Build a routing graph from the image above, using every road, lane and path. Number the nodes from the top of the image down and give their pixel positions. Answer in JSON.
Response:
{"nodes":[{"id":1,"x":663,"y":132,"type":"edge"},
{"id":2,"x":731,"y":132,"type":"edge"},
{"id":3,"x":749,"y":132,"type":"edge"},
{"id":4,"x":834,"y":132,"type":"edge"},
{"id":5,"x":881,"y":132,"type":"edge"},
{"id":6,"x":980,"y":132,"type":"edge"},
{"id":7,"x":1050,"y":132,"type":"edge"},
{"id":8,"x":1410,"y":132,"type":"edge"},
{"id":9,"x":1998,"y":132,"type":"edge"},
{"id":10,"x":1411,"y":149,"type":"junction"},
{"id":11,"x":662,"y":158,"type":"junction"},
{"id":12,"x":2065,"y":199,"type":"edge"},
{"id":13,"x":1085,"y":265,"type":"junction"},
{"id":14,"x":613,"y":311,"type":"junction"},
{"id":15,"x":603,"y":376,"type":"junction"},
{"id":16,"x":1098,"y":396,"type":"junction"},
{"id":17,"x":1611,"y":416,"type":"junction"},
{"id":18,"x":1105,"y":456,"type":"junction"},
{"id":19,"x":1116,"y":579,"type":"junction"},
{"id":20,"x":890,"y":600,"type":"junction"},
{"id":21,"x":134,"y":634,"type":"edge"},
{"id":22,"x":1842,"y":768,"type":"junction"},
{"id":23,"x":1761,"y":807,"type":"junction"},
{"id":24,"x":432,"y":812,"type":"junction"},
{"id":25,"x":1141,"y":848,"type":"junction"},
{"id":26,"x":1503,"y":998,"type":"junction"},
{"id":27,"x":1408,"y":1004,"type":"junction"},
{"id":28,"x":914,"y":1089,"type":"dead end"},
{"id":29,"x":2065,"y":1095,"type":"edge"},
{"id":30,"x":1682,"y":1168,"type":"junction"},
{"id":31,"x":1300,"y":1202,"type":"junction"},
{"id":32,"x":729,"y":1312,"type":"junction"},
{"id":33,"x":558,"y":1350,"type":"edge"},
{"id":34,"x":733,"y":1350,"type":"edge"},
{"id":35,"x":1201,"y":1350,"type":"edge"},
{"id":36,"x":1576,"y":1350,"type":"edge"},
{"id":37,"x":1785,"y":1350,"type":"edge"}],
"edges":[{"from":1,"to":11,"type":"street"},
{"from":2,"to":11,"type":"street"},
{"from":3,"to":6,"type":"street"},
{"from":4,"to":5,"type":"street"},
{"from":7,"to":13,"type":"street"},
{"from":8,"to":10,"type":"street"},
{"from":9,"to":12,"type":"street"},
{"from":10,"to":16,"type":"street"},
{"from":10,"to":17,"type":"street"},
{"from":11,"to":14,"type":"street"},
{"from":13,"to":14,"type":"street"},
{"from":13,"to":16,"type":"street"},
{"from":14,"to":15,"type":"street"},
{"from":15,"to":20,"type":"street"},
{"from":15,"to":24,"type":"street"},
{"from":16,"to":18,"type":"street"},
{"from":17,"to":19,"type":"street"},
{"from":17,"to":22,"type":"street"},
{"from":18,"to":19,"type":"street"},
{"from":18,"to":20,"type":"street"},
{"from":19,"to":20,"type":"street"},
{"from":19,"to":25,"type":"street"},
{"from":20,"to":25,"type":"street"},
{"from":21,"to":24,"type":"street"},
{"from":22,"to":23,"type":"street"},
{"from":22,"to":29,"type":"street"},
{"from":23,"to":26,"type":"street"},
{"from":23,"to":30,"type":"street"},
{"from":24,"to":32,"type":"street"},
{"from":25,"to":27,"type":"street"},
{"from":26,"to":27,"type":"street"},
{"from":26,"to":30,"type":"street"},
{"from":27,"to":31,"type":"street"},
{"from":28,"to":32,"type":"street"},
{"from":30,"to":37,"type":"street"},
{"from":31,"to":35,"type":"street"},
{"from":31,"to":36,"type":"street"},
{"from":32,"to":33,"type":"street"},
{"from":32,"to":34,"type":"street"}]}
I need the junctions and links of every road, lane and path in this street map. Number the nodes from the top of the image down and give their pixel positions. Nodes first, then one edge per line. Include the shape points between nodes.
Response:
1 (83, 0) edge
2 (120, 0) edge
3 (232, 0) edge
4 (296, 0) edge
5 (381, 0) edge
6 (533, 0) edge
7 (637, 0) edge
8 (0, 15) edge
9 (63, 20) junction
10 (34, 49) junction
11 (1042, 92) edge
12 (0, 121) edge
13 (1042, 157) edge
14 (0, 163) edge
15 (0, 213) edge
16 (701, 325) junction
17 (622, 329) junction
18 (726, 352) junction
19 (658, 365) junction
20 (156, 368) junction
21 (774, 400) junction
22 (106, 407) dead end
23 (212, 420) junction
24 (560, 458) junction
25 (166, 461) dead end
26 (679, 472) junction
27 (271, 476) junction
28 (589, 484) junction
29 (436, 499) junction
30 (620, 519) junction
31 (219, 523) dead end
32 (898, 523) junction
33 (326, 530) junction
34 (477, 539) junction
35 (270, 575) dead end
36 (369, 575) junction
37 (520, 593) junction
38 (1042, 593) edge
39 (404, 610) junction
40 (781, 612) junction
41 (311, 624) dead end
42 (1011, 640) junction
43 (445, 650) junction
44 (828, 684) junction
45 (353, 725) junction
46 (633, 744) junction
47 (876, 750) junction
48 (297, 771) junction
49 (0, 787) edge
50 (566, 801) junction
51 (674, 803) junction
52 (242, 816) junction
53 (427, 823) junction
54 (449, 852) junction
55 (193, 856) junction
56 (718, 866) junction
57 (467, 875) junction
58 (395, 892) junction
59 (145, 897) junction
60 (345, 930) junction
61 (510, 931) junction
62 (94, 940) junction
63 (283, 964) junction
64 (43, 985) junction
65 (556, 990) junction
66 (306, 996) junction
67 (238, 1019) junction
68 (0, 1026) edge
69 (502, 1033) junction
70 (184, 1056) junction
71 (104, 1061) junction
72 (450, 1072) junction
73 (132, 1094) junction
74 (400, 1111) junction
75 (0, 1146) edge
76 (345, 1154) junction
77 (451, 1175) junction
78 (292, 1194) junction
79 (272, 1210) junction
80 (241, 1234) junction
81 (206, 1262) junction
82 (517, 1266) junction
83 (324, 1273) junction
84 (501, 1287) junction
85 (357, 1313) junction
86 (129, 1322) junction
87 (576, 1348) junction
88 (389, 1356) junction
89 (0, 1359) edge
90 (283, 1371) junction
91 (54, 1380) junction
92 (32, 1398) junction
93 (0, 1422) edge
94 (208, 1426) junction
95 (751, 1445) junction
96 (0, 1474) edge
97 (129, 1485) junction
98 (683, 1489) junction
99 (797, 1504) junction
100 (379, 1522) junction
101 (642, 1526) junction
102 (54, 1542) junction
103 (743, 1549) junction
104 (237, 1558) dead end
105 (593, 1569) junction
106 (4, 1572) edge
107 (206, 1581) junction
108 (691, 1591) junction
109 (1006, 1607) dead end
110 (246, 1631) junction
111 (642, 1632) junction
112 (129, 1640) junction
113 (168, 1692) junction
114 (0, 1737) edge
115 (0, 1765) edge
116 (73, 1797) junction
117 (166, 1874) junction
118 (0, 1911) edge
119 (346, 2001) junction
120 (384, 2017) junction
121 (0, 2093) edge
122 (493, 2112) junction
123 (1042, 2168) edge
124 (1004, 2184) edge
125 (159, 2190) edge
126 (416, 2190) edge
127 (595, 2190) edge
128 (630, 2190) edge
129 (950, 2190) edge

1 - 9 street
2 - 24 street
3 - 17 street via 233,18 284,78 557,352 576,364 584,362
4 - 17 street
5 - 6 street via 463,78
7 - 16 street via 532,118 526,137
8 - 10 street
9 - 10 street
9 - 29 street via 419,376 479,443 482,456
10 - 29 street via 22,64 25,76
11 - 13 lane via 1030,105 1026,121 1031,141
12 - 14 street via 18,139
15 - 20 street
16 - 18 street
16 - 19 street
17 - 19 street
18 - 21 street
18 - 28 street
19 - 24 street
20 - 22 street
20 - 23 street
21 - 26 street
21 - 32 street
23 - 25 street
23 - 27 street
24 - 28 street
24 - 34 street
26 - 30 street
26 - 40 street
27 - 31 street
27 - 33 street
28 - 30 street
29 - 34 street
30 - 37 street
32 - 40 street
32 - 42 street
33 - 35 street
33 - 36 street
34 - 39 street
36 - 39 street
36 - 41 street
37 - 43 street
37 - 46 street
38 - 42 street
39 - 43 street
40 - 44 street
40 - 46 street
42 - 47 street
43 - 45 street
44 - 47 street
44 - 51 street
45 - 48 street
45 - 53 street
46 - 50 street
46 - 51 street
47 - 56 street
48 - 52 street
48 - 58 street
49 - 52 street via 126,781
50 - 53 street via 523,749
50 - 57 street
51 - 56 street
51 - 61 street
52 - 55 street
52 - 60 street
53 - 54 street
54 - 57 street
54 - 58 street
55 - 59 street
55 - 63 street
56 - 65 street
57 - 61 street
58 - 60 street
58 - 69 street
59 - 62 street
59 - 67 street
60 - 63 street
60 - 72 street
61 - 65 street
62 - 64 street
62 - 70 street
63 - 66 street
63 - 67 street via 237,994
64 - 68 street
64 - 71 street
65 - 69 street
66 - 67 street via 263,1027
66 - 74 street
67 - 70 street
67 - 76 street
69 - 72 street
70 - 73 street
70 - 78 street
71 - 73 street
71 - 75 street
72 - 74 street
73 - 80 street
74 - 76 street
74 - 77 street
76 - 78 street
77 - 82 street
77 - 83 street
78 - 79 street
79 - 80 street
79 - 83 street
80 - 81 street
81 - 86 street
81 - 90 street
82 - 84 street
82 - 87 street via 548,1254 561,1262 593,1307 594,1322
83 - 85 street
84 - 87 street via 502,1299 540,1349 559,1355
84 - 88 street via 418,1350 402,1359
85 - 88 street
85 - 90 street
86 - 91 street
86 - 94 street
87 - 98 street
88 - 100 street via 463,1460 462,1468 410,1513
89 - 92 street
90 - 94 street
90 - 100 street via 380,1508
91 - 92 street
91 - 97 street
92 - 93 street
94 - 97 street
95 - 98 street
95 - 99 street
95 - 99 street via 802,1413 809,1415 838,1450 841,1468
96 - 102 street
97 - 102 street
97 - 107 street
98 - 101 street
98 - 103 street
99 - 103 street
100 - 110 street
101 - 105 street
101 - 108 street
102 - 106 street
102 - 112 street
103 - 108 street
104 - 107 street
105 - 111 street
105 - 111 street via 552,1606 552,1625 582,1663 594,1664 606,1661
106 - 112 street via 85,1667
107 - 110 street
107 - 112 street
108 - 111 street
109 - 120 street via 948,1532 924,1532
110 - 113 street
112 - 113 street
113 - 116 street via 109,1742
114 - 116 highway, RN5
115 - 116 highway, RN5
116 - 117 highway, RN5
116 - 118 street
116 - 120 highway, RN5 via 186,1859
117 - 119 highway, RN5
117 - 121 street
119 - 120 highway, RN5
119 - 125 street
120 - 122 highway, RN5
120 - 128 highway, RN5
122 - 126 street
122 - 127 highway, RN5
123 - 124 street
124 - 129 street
────
| What the exercise asks |
What is wanted is a copy of every line in the listing that includes the word "highway".

| Solution for this task |
114 - 116 highway, RN5
115 - 116 highway, RN5
116 - 117 highway, RN5
116 - 120 highway, RN5 via 186,1859
117 - 119 highway, RN5
119 - 120 highway, RN5
120 - 122 highway, RN5
120 - 128 highway, RN5
122 - 127 highway, RN5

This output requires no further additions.